Flex and Livble let you break rent into weekly or bimonthly chunks. The fee runs up to $50 a month. A Democratic congressman just asked the CFPB to look into it. Whether it does or not, the deal is a bad one for you.

Renter sitting at a kitchen table paying bills on a laptop

If you use Flex or Livble to break your rent into two or four payments, you’re paying up to $50 a month for the privilege of paying a bill you already owed. On a $1,000 rent that’s a 5% surcharge every cycle, and $600 a year that used to sit in your account.

That’s a bad deal. Rep. Maxwell Frost, a Democrat from Florida, sent Consumer Financial Protection Bureau Acting Director Russell Vought a letter on July 1 asking the bureau to look at rent-now-pay-later companies, which he says “more closely resemble repackaged payday loans” than the “innovative” products the industry markets (AP via Washington Times). The CFPB, being wound down under the current administration, didn’t immediately respond.

You don’t need a federal agency to score this one for you. Here’s what the product actually does.

A rent-now-pay-later app pays your landlord the full rent on the first. You then pay the app back over the month, in two chunks of $500 or four chunks of $250 on a $1,000 rent. The app charges you for the service. The Associated Press reported earlier this year that users pay as much as $50 a month for it. Two named products in the space are Flex and Livble. Affirm has run limited bimonthly rent experiments. Bilt is a separate rewards card, not this product.

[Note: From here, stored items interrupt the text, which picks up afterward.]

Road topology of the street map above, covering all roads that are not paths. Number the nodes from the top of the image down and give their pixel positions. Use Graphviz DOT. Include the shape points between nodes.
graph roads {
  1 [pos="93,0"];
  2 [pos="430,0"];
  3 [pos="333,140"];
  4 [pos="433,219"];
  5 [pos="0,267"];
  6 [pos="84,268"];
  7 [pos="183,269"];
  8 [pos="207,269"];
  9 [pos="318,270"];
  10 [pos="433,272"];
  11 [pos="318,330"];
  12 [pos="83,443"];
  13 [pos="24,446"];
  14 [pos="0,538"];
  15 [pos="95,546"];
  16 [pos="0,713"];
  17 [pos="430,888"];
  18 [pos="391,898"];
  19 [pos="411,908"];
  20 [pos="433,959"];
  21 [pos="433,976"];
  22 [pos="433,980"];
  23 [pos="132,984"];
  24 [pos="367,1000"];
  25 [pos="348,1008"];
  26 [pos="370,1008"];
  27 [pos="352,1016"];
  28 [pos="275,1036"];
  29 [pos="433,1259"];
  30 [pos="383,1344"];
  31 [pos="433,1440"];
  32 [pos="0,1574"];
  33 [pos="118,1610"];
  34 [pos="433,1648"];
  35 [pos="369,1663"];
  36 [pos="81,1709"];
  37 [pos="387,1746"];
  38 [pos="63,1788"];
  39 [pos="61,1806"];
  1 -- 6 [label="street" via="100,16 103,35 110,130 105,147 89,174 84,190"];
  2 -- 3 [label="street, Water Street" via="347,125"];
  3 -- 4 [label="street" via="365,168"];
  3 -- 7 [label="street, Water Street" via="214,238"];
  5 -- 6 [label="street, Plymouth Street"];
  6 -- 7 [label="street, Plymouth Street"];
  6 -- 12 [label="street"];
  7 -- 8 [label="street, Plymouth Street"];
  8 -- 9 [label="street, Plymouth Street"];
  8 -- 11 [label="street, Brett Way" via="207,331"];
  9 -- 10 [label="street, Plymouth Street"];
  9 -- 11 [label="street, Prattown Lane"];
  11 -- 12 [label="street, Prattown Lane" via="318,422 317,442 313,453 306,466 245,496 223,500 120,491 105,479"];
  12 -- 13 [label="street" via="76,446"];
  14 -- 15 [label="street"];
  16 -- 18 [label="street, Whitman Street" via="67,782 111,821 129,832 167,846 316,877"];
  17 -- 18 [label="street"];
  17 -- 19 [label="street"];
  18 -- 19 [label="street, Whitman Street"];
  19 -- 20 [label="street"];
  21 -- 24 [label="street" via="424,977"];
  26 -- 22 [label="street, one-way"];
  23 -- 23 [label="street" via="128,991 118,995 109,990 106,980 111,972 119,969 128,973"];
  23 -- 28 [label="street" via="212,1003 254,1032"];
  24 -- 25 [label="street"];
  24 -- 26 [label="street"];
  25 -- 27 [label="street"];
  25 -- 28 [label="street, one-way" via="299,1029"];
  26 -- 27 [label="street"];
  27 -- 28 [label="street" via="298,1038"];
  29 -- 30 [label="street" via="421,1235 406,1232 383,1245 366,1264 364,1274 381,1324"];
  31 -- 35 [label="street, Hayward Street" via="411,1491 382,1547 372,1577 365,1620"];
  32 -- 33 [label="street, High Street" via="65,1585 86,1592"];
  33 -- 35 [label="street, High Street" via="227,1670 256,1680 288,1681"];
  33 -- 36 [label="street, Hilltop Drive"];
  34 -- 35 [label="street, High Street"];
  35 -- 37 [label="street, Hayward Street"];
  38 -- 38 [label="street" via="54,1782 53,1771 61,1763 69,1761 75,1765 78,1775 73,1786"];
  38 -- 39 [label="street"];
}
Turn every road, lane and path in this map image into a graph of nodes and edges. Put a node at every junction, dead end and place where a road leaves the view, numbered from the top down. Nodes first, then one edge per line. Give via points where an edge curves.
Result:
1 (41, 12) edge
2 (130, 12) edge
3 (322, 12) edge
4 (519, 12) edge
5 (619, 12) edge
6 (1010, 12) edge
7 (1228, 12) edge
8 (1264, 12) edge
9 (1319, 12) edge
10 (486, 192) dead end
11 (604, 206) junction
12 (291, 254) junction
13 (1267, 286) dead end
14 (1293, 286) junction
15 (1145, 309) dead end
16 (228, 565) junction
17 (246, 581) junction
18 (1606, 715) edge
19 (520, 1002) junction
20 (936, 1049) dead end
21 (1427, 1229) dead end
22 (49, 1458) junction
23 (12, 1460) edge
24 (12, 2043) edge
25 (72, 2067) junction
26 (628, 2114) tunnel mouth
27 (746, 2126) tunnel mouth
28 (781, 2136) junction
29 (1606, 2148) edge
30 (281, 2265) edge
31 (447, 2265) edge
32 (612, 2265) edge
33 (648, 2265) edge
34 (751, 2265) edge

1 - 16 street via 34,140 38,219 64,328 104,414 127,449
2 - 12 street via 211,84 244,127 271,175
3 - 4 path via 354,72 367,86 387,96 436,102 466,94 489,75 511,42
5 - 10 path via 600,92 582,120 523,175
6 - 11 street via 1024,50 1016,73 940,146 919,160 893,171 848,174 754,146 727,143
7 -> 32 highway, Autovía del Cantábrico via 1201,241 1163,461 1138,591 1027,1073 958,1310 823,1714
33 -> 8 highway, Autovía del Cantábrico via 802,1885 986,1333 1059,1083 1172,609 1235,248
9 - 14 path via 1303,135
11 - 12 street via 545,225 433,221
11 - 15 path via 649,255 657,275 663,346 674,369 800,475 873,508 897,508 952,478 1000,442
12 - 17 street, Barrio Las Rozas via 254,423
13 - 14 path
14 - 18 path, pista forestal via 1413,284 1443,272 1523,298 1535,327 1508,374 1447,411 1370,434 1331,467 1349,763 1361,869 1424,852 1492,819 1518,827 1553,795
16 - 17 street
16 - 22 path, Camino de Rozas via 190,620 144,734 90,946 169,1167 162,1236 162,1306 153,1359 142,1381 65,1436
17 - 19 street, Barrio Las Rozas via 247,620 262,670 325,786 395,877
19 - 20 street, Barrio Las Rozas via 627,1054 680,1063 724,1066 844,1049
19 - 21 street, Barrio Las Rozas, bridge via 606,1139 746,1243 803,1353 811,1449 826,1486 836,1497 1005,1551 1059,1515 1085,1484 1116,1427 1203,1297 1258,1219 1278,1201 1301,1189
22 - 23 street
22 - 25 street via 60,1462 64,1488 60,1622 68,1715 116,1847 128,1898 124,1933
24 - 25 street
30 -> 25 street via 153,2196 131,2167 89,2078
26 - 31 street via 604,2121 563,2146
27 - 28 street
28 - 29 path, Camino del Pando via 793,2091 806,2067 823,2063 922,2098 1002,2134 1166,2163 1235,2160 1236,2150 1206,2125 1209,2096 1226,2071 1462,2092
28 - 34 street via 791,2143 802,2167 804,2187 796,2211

Do the math the way a lender would. A $50 fee to borrow $500 for two weeks works out to about a 10% cost over two weeks. Annualized, that’s well into triple digits. Payday lenders charge that kind of rate and get called payday lenders. Rent-splitting apps charge that kind of rate and get called fintech.

Translation: you’re borrowing at a payday rate to pay a bill you were always going to pay. Dumb math.

Do this today. Cancel the auto-schedule inside the app so you don’t get billed for another cycle. Then call or email your landlord and ask for a written grace period to the 5th or the 10th of the month. Most landlords will grant it to a tenant who pays. It costs nothing and it solves the same timing problem.

If you actually need bridge credit, use a real credit product with a real disclosure. A 0% APR intro credit card gives you 12 to 21 months at zero interest on purchases, one time, not every rent cycle. We track the current picks on our best 0% APR cards page. If you’re in genuine hardship, a HUD-approved housing counselor is free and can talk to the landlord for you.

File this away for the CFPB question. Even in the unlikely case that the bureau opens an investigation and later forces refunds, that money is years out. The $50 fee is on you this month. Cancel now.

How Candid Yak makes money. Some of the products we write about pay us if you apply or sign up through our links. That never changes our verdict, our rankings, or the numbers in this article. We call a bad deal a bad deal whether it pays us or not. Some brands shown in our comparison tools are placeholder examples while we finalize partner agreements, and we label them as such.

Frequently asked questions

How much do rent-now-pay-later apps actually cost?

Users pay up to $50 a month to break rent into weekly or bimonthly chunks, per the Associated Press. On $1,000 rent that is a 5% surcharge every month. Over a year that is $600 to pay a bill you already owed.

Is rent-now-pay-later regulated like a payday loan?

Not yet. The companies argue they are a service, not credit. Rep. Maxwell Frost, D-Florida, sent CFPB Acting Director Russell Vought a letter July 1, 2026 asking the bureau to investigate whether they should comply with the Truth in Lending Act. The CFPB has not responded and is winding down its enforcement work.

What is the cheaper way to split a rent payment?

Ask your landlord for a written grace period first, most will say yes to a paying tenant. If you need real bridge financing, a 0% APR intro credit card gives you 12 to 21 months at zero interest, no monthly fee, and does not repeat every rent cycle.